La notizia fu resa pubblica il  24 maggio 2011: S. Angelo d’Alife(Ce)- La salma di Celestino V – il papa del gran rifiuto, ritornerà nel suo paese natale Raviscanina e Sant’Angelo d’Alife, costituenti l’antica Rupecanina. Le spoglie del santo, attualmente custodite a L’Aquila, all’ interno della Basilica di Collemaggio dove sono miracolosamente scampate al crollo delle volte durante l’ultimo terremoto, giungeranno a Sant’ Angelo d’ Alife, il prossimo 29 maggio e vi resteranno fino al successivo tre giugno. Le reliquie di Celestino V saranno esposte in quella di Santa Maria della Valle, ubicata a Sant’Angelo D’Alife.
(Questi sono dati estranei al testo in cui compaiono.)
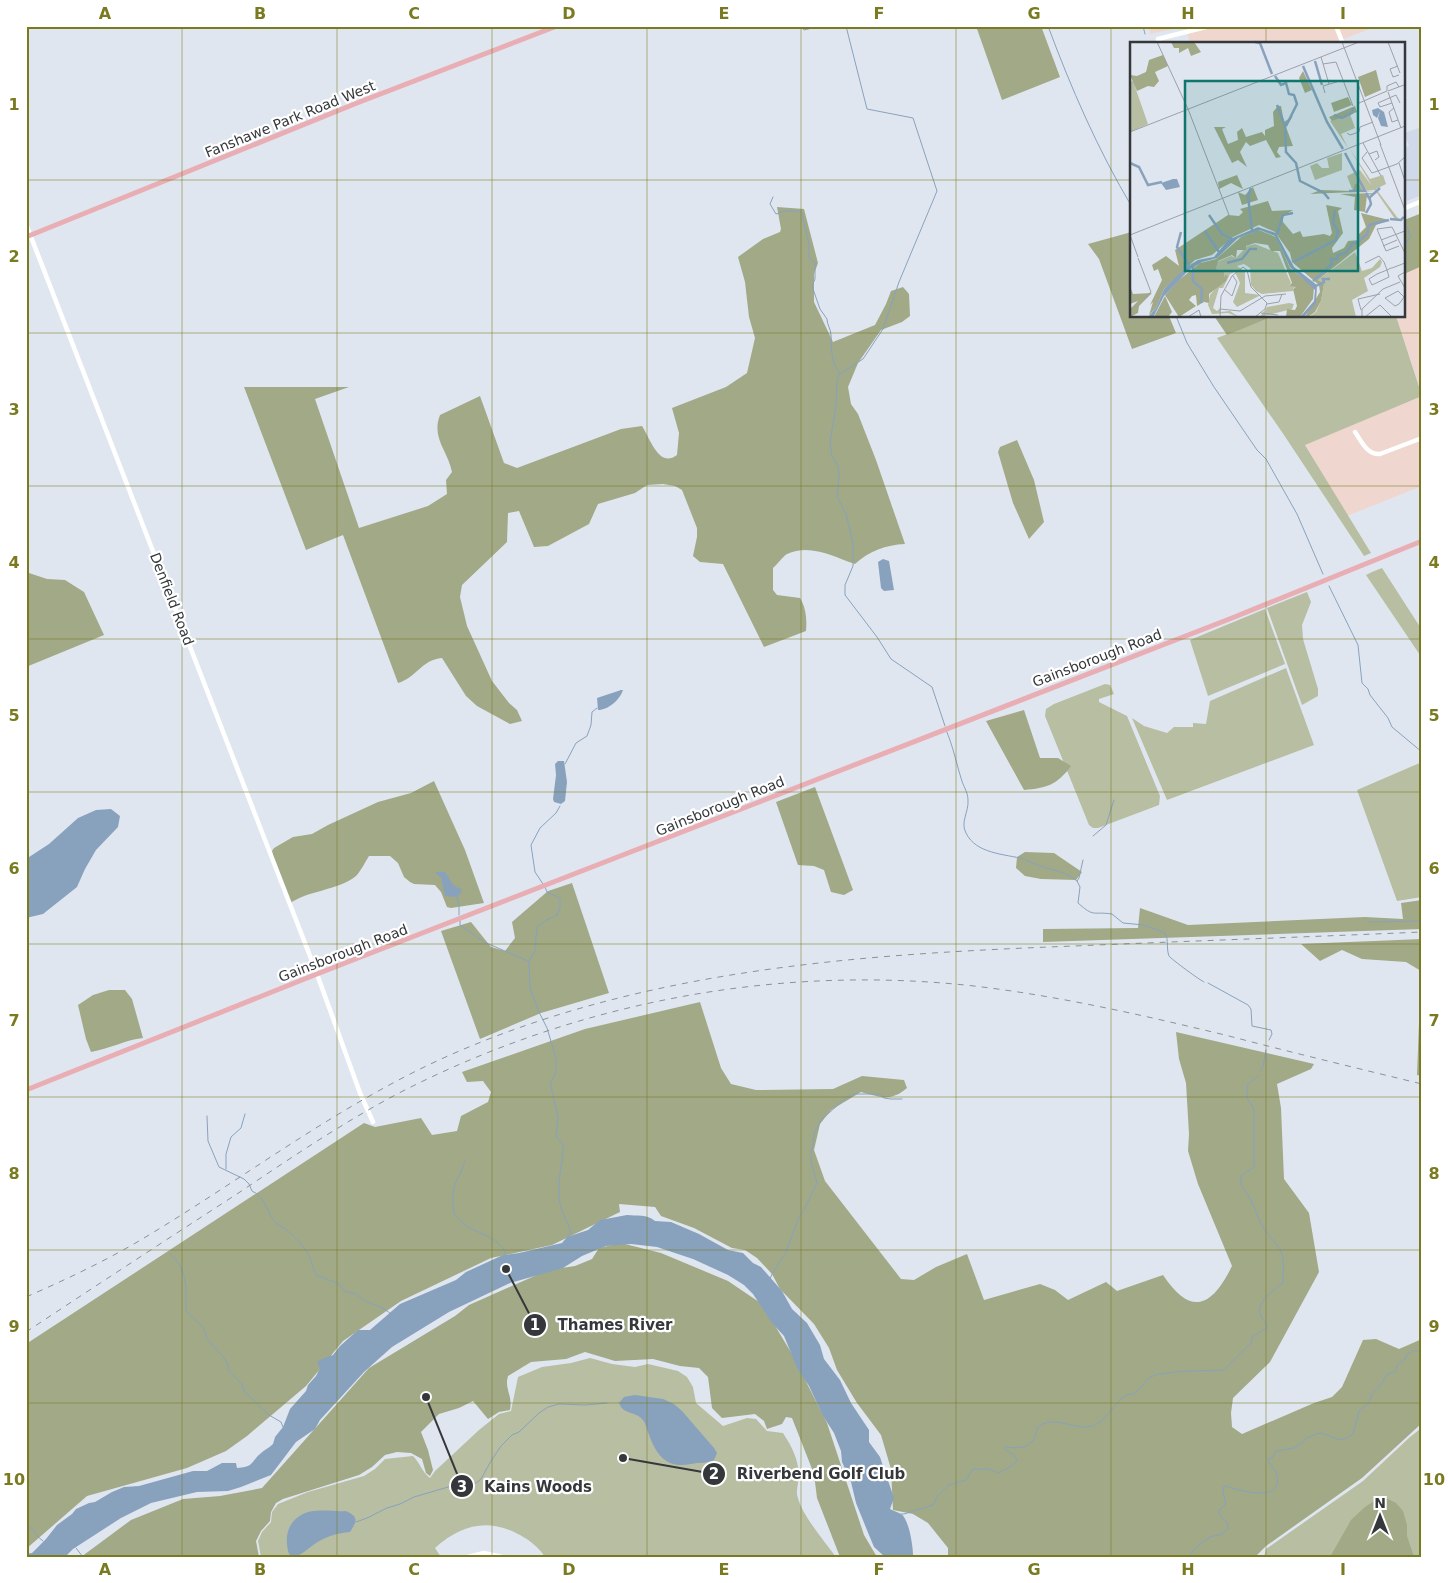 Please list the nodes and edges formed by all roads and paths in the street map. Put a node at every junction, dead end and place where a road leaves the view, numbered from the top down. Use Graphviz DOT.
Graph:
graph roads {
  1 [pos="557,26"];
  2 [pos="1210,26"];
  3 [pos="1336,26"];
  4 [pos="1201,27"];
  5 [pos="1159,42"];
  6 [pos="1342,42"];
  7 [pos="1422,201"];
  8 [pos="1406,207"];
  9 [pos="26,224"];
  10 [pos="29,236"];
  11 [pos="1356,432"];
  12 [pos="1422,438"];
  13 [pos="1422,541"];
  14 [pos="317,974"];
  15 [pos="26,1090"];
  16 [pos="373,1122"];
  17 [pos="468,1557"];
  18 [pos="502,1557"];
  1 -- 10 [label="main road, Fanshawe Park Road West"];
  2 -- 4 [label="street"];
  3 -- 6 [label="street"];
  4 -- 5 [label="street"];
  7 -- 8 [label="street"];
  9 -- 10 [label="street, Denfield Road"];
  10 -- 14 [label="street, Denfield Road"];
  11 -- 12 [label="street"];
  13 -- 14 [label="main road, Gainsborough Road"];
  14 -- 15 [label="main road, Gainsborough Road"];
  14 -- 16 [label="street, Denfield Road"];
  17 -- 18 [label="street"];
}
L’evento è stato presentato in una conferenza stampa presso il comune di Sant’Angelo d’Alife, in cui il Sindaco Avv. Crescenzo Di Tommaso, il Vicesindaco dott. Michele Caporaso, con l’ ausilio di Don Mario Rega, parroco della Chiesa di Santa Maria della Valle e della Prof. Alfonsina Natale dell’ordine pastorale, hanno illustrato il denso programma che sarà sviluppato dal 29 al 3 giugno.  Le spoglie di Celestino V tornano nel paese che diede i natali al Papa del “gran rifiuto”. (…)Tra i motivi che hanno reso possibile l’organizzazione dell’evento, sicuramente la profonda amicizia che lega il parroco don Mario Rega a don Nunzio, rettore della Basilica di Collemaggio, un legame mai scalfitosi, anzi rafforzatosi nel corso degli anni. Da non dimenticare poi che Sant’Angelo d’Alife e la città de L’Aquila sono gemellate, e infine, la precisa e dettagliata ricerca dello storico Domenico Caiazza, il quale ha dimostrato che il Papa del “gran rifiuto” nacque (stando al Liber pontificalis) in Sant’Angelo di Terra di Lavoro (identificabile con Sant’Angelo di Rupecanina, oggi territorio dei Comuni di Raviscanina e Sant’Angelo d’Alife). Tre ragioni fondamentali che legano la cittadina matesina alla figura di Celestino V.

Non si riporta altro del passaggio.